Tous deux rirent. La situation avait l'air délicate avant que Tom ne détende l'atmosphère comme à son habitude. Bill semblait préoccupé à ce que j'avais entendu. Pour ne pas faire l'indiscrète d'avoir écouter la fin de leurs paroles, je fis mine d'aller à la découverte de ma besace au milieu du couloir. Dès qu'ils me découvrirent, tous deux se regardèrent d'une expression moqueuse et je tentai de justifier ma présence à cet endroit avec une fausse excuse comme « Je cherchais le numéro de votre chambre car je voulais venir vous chercher et il me semblait l'avoir noté sur un papier rangé là-dedans » tout en désignant ma pochette. Ils eurent l'air d'y croire puis vinrent à mes côtés. La tension entre Bill et moi étant toujours assez froide, nous nous fîmes une bise plutôt glaciale, sans mots, malgré son souffle qui me chatouilla les oreilles. Je rejoignis Tom afin d'être plus à l'aise et tous les trois, nous commençâmes à marcher en direction du bas, en espérant aucun retour. Tom chuchotait auprès de Bill des choses que je ne pouvais entendre. Pourquoi cette attitude depuis tout à l'heure. Arrivés au sommet des escaliers, je m'apprêtai à descendre lorsqu'une main me retînt vivement par le bras. Je virevolta la tête en arrière et me rendu compte que cette main douce et inconnue appartenait à Bill. Je fus surprise de cette action de sa part.

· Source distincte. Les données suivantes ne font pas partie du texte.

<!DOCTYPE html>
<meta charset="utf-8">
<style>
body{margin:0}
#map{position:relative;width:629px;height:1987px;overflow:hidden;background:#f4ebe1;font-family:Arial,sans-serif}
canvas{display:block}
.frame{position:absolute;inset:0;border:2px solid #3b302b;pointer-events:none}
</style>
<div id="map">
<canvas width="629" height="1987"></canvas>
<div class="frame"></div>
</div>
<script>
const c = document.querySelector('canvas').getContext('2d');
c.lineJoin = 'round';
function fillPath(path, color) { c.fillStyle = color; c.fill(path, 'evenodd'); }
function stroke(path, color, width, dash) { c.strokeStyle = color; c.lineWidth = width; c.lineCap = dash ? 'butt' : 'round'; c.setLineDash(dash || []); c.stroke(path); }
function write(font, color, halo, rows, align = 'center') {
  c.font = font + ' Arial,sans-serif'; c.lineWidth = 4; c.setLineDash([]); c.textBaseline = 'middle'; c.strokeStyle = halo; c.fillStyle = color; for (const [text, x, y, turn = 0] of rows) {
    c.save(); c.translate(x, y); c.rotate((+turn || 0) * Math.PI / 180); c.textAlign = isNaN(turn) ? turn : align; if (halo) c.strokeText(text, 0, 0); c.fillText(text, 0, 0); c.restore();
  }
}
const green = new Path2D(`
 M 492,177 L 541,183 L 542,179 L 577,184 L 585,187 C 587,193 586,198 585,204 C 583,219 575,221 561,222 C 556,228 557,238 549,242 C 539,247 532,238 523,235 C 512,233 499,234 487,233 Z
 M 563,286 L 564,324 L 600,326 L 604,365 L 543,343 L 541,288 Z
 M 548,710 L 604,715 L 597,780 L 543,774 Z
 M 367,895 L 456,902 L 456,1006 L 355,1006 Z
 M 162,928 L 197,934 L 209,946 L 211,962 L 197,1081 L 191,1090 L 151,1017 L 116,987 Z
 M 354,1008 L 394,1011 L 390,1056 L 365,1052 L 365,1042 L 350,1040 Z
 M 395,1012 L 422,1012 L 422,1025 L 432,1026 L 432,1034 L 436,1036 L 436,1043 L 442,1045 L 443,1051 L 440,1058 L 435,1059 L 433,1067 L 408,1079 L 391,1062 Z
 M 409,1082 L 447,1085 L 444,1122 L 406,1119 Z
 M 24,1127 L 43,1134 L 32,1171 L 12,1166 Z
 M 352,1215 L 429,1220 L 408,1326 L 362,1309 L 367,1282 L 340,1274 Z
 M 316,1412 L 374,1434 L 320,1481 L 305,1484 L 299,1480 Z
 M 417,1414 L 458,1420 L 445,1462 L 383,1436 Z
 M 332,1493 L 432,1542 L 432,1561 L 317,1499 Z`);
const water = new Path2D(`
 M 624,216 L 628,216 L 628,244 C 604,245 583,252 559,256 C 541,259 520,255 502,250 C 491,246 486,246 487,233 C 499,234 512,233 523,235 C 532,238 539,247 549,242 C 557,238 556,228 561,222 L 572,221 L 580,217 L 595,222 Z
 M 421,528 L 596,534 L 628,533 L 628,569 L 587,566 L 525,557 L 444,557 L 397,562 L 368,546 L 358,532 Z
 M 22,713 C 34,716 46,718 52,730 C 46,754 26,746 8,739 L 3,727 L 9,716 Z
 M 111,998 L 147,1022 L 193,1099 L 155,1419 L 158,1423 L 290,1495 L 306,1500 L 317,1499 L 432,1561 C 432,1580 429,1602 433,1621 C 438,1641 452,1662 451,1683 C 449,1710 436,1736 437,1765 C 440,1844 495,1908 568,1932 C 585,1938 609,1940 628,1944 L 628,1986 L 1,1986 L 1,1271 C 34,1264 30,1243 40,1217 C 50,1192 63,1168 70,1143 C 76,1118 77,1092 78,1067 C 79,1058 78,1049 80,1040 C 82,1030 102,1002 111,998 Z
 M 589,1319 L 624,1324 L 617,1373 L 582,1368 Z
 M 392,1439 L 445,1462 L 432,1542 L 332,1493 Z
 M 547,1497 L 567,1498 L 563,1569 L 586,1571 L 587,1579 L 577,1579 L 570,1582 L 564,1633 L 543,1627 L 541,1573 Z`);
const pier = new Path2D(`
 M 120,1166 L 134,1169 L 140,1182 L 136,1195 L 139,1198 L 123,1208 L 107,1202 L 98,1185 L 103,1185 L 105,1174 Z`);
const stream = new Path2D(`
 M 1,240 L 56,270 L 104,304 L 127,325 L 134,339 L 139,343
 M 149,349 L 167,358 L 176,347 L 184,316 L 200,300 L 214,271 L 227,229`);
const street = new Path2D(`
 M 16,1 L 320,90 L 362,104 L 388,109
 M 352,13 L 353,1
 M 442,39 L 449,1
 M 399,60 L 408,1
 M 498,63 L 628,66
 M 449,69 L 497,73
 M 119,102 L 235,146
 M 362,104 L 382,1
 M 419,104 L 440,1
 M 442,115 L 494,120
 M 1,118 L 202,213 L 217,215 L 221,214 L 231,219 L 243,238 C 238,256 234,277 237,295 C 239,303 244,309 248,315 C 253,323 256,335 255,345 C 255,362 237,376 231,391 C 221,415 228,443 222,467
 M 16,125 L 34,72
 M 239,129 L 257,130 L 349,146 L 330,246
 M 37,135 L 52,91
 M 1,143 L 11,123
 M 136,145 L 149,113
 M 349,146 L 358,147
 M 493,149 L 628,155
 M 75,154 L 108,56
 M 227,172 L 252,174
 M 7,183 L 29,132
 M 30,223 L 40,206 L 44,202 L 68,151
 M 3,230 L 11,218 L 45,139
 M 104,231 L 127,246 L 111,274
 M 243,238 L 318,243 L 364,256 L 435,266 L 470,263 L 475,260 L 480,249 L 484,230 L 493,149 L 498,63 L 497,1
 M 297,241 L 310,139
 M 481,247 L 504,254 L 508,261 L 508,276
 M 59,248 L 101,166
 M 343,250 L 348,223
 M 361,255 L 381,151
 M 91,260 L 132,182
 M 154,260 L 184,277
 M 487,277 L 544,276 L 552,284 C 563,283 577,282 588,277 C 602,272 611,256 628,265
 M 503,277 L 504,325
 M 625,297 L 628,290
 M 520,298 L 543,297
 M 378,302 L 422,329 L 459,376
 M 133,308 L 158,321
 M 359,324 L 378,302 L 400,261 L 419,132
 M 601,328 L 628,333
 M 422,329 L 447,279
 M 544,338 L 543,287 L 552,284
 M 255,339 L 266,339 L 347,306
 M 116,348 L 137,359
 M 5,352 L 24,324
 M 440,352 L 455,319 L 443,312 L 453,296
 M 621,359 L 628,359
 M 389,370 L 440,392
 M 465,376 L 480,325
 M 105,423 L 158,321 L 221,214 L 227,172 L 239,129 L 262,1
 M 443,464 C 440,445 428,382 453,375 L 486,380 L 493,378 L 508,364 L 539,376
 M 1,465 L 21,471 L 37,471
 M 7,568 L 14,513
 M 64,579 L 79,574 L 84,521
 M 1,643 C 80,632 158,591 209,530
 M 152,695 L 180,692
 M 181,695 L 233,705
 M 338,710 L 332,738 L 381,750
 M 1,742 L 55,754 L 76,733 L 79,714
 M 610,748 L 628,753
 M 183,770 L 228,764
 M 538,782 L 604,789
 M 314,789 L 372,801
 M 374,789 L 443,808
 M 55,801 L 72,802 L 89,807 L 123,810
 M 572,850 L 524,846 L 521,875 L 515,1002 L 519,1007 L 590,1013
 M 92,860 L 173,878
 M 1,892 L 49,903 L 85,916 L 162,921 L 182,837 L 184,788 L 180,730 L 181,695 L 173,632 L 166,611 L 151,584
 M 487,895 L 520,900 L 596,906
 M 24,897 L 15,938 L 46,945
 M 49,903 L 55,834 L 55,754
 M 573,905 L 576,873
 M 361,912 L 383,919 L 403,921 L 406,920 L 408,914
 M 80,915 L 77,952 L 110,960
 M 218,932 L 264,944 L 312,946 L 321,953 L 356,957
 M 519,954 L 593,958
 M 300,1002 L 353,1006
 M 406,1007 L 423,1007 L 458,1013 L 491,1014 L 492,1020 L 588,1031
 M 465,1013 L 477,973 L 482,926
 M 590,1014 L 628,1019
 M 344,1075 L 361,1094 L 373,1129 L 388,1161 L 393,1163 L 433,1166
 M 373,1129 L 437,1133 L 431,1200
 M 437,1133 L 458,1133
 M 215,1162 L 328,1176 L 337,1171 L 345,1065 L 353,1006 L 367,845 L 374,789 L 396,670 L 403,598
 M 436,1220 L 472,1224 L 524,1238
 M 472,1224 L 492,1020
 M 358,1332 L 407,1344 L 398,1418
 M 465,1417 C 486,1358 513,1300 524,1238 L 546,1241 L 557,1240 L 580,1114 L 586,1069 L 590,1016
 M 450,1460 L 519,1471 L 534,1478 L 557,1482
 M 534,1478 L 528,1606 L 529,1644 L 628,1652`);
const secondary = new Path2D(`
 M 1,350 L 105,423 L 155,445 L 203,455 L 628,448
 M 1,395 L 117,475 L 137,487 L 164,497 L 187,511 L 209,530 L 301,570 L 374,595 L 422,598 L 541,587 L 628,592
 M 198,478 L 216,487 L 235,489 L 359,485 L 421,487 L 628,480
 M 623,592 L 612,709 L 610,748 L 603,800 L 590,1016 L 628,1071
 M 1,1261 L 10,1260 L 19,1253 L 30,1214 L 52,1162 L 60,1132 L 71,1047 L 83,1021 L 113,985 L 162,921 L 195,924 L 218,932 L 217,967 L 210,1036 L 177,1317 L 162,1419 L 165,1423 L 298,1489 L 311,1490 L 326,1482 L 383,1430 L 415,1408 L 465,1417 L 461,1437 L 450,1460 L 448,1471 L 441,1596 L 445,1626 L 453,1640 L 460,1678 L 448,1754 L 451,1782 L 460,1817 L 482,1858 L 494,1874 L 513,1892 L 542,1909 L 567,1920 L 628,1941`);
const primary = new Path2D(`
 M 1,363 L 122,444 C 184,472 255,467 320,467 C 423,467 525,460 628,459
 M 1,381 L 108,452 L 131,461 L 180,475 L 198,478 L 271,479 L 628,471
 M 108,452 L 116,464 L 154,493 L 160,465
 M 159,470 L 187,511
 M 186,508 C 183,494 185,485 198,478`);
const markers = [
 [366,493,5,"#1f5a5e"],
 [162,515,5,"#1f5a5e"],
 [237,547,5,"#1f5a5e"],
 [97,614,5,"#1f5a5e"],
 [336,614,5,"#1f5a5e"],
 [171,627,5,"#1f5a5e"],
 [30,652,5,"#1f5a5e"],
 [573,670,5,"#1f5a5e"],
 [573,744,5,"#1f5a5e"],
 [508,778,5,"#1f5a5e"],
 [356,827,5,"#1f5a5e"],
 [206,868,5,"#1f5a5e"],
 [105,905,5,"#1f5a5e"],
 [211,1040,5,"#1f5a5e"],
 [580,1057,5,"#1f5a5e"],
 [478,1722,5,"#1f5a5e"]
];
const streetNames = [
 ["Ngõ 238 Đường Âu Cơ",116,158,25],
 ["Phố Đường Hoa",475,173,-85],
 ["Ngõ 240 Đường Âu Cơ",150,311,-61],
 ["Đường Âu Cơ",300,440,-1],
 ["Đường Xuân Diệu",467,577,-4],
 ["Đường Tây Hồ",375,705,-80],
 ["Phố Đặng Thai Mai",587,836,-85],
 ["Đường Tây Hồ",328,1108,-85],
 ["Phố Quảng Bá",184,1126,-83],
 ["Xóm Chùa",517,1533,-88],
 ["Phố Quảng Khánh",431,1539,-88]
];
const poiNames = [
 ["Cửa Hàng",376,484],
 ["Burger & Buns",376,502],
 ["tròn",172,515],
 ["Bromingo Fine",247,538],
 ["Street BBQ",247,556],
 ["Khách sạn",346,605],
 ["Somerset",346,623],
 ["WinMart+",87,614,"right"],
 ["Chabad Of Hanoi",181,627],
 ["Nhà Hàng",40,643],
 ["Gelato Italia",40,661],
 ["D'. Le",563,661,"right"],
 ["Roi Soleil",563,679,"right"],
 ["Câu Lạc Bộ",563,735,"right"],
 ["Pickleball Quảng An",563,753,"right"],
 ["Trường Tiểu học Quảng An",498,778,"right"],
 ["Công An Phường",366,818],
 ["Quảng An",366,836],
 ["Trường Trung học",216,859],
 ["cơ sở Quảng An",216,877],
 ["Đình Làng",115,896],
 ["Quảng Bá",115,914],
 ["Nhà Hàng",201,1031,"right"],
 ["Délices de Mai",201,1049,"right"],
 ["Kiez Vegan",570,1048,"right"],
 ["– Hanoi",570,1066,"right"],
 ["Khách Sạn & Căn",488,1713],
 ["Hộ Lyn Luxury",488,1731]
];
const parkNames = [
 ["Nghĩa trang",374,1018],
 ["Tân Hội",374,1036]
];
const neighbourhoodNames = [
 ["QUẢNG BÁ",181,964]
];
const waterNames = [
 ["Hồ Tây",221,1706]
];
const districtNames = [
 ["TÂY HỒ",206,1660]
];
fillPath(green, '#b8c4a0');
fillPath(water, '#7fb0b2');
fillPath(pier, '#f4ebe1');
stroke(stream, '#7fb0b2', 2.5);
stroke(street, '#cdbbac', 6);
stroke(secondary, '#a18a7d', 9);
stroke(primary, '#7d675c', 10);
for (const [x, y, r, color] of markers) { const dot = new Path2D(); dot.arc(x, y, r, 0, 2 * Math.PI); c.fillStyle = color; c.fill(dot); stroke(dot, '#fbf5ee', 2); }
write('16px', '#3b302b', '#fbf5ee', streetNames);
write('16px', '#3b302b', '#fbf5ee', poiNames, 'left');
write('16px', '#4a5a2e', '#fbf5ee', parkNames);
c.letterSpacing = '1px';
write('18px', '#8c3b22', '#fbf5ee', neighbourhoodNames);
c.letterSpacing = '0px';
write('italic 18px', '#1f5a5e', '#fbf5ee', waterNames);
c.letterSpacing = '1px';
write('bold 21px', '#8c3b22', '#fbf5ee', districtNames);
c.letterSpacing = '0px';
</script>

- Est-ce que je peux te parler ?
Me demanda-t-il les joues rougies.


Je lui souris puis adhérai à cette proposition qui ne me semblait pas une mauvaise idée, vu l'état des rapports. Je détournai mon regard vers Tom déjà à mi-chemin entre cet étage et celui du dessous, il m'adressa un petit clin d'½il de complicité puis disparût.
Je m'orientai désormais vers Bill qui semblait chercher ses mots.


- Je sais que c'est pas très class dans un hôtel comme celui là mais on s'assoit ? Me proposa-t-il en me désignant le marche.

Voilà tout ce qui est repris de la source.